PRESIDENT'S ESSAY
Remember to Hope
POSTED
October 7, 2020

Hope isn’t some optional add-on to life. To flourish, we need hope. Desperate hope, hope against hope, hope in the face of hopelessness, is the narrow path of life for human beings on the way.

Without hope, without some expectation or drive for the future, we are imprisoned in the present. Hope is decision to move into the future, imagining a “way out of what constrains and threatens to engulf or imprison us into a brighter alternative” (Bauckham and Hart). When we imagine a hoped-for future, we envision another state than the present; hope broadens the landscape of vision and allows us to transcend the apparent absoluteness of the present.

To have flourishing communities, we need to be communities of hope. And to be a community of hope we need to nurture hope. How do we do that?

Hope is nourished by memory. This may seem paradoxical. Memory reaches back to things that have been. Hope reaches forward to things that are not yet. Memory gazes on things that were once seen; hope searches for things that are not yet seen. Despite the apparent tension, the two feed on one another. A rich memory stokes hope.

We can see this in some elderly folk, though not all. My father is the old man I knew best. He took things in stride, was hopeful in every circumstance, assured that things would work out. His calm was largely a product of memory. He had experienced trials of various sorts, and had survived them. He knew that trials produce proven character, and proven character produces hope. Without that memory, every crisis seems like the end of the world.

But it’s not just individual memory. It’s collective memory. My father passed on his calm by passing on some of his memories. But collective memories can exist not only in people, but in institutions, rituals, books, myths, stories, songs. Moses motivates Israel for the conquest by reminding them about what Yahweh did to Egypt. Memory of Egypt was the motivation for keeping Sabbath (Deut 5:15). Israel isn't to fear the Canaanites because they could remember what Yahweh did to Pharaoh (7:18). They shouldn’t fear deprivation because they can remember what God did for them in the wilderness (Deut 8:2). They should refrain from sin because they remember what God did when they sinned in the wilderness (Deut 9:7). Memory fed hope for Israel’s conquest. Once the living memory faded, Israel had written records, annual festivals, monuments, and institutions to remind them.

We live in a frantic, panicky society. We lack hope for the future. But one reason we lack hope is our vanishingly short historical memory. We can’t even remember last week’s headlines – I’m sure they were about some crisis or other – much less the long sweep of history. The churches don’t help, because churches often have an attention span and historical memory as short as anyone’s.
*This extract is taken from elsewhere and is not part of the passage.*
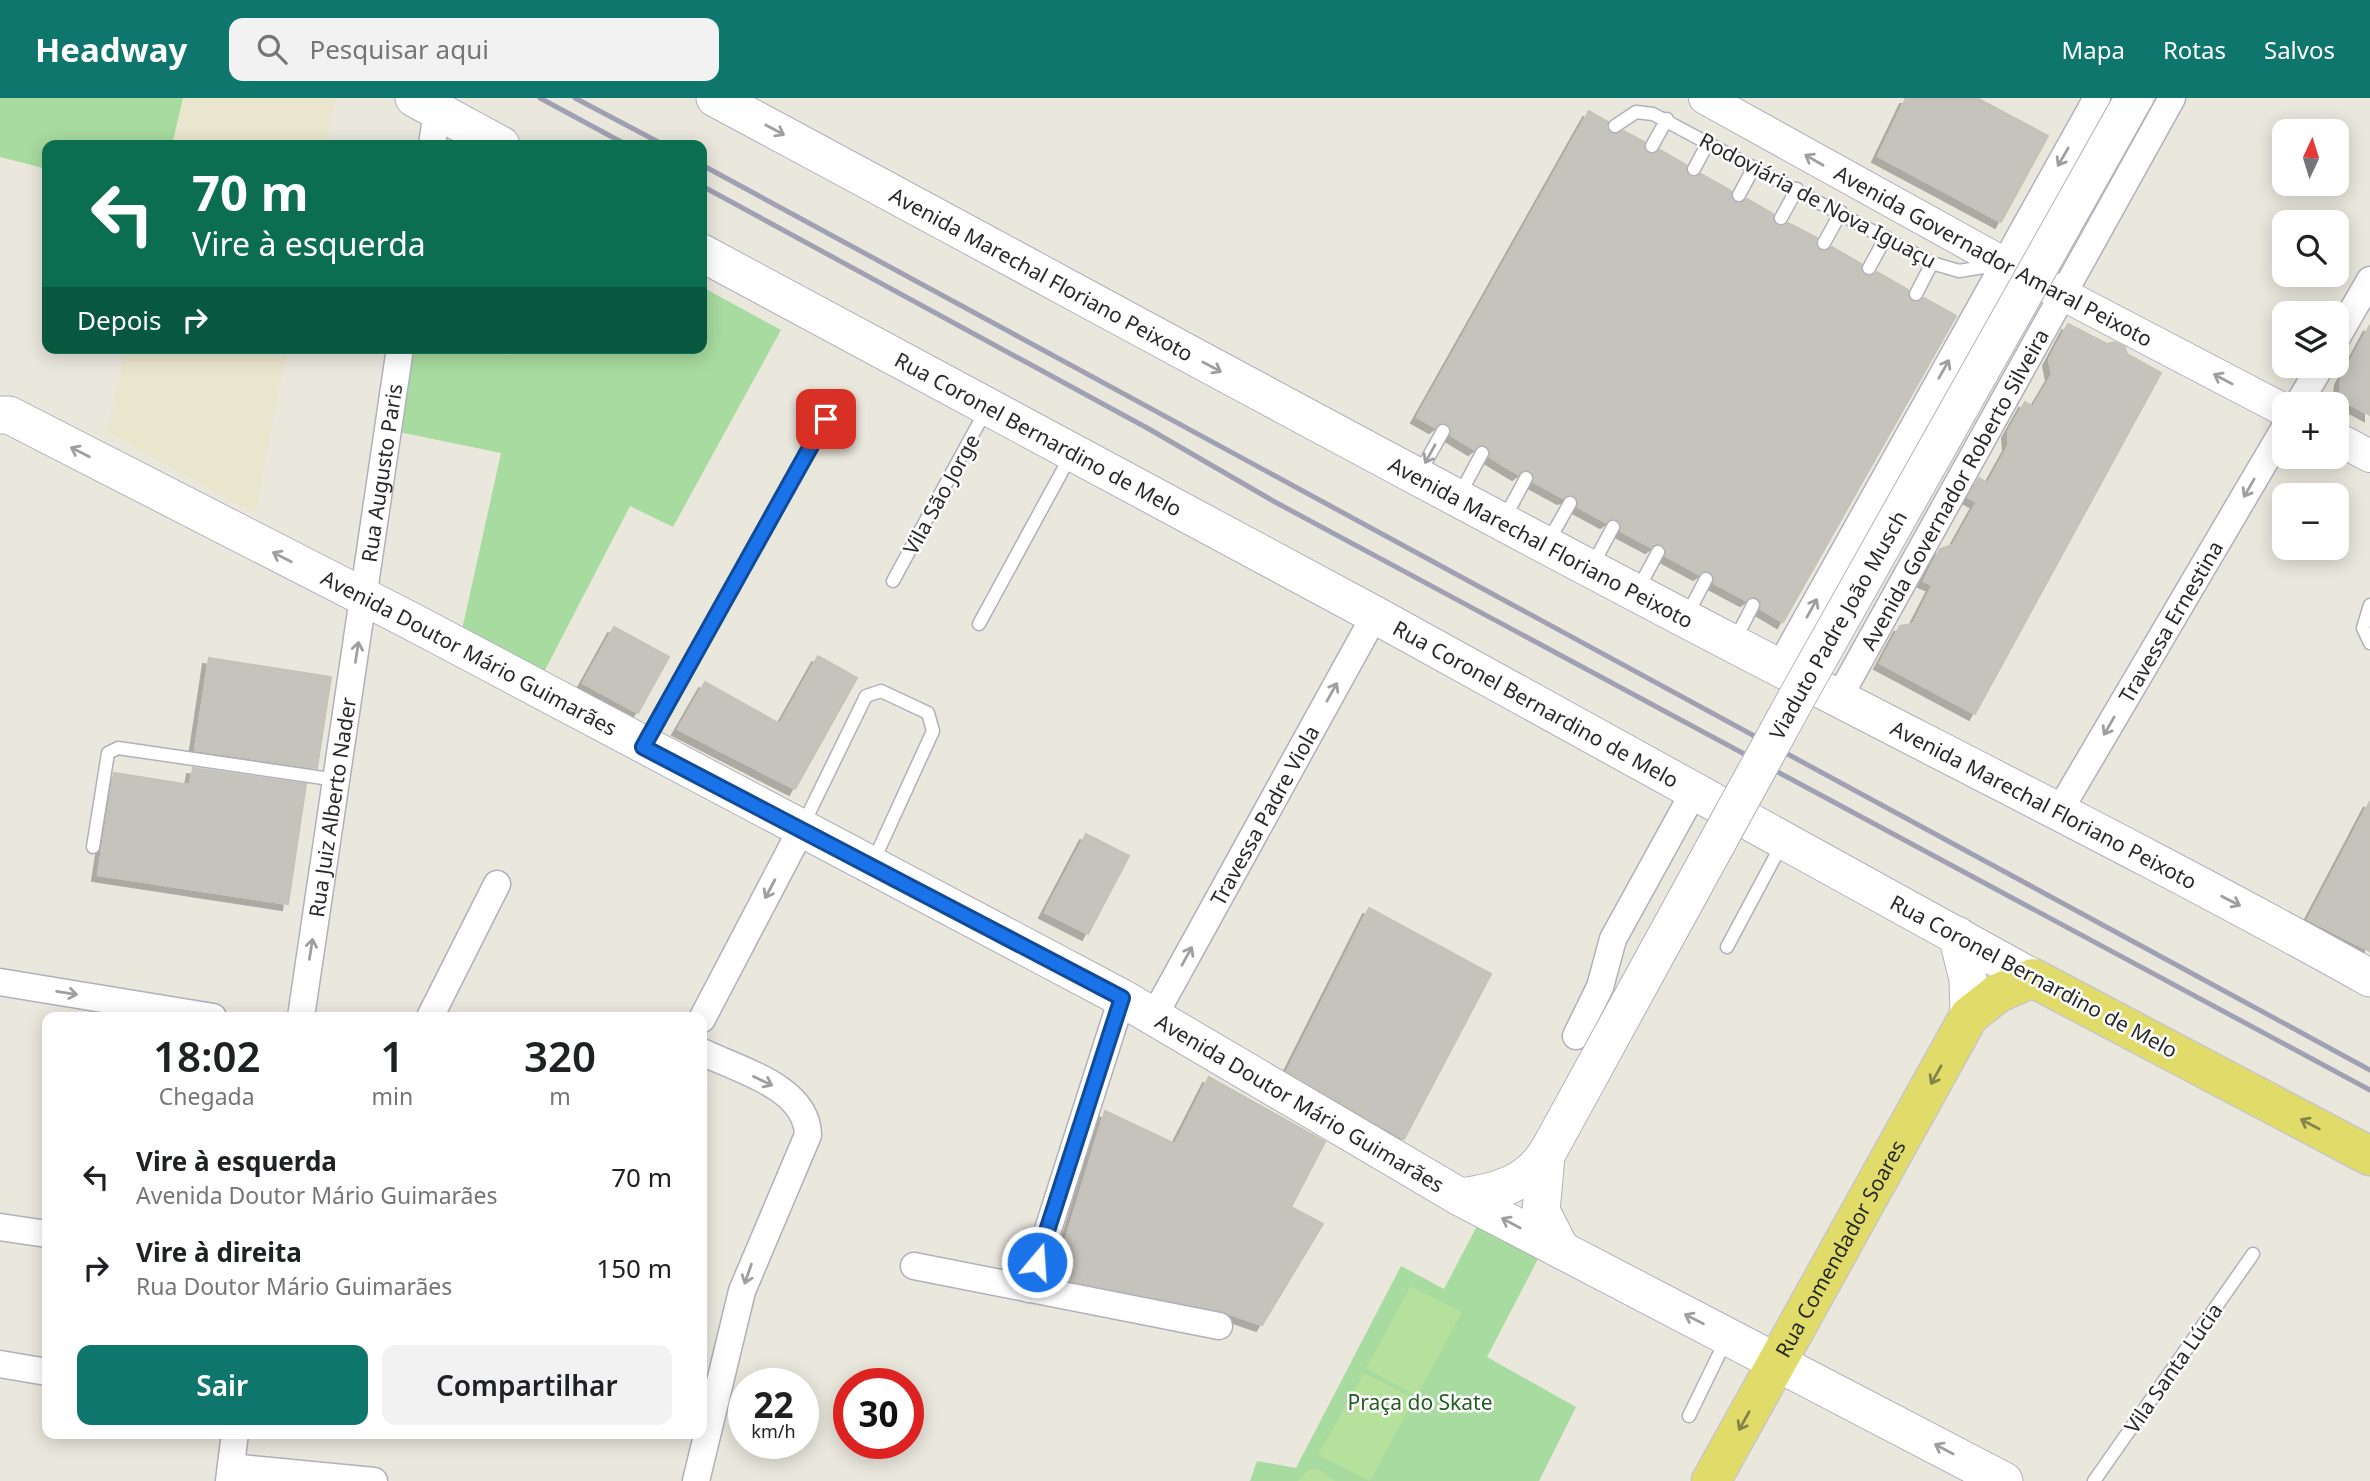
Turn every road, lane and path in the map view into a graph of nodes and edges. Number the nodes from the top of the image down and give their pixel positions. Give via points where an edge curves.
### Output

We’ve put ourselves in quite the squeeze. We have no historical memory. Our future hopes are also vanishingly short. We want results now. So we’re left with the present, but the present is nothing, unless it’s stretched out by memory and toward long-term hopes. We cannot love or enjoy the present without the past and future. And so all we have is the immediate moment, without memory of how things used to be and without expectation beyond the immediate horizon. No wonder we’re panicky.

To combat the panic, hope. And to hope, remember. Remember to hope.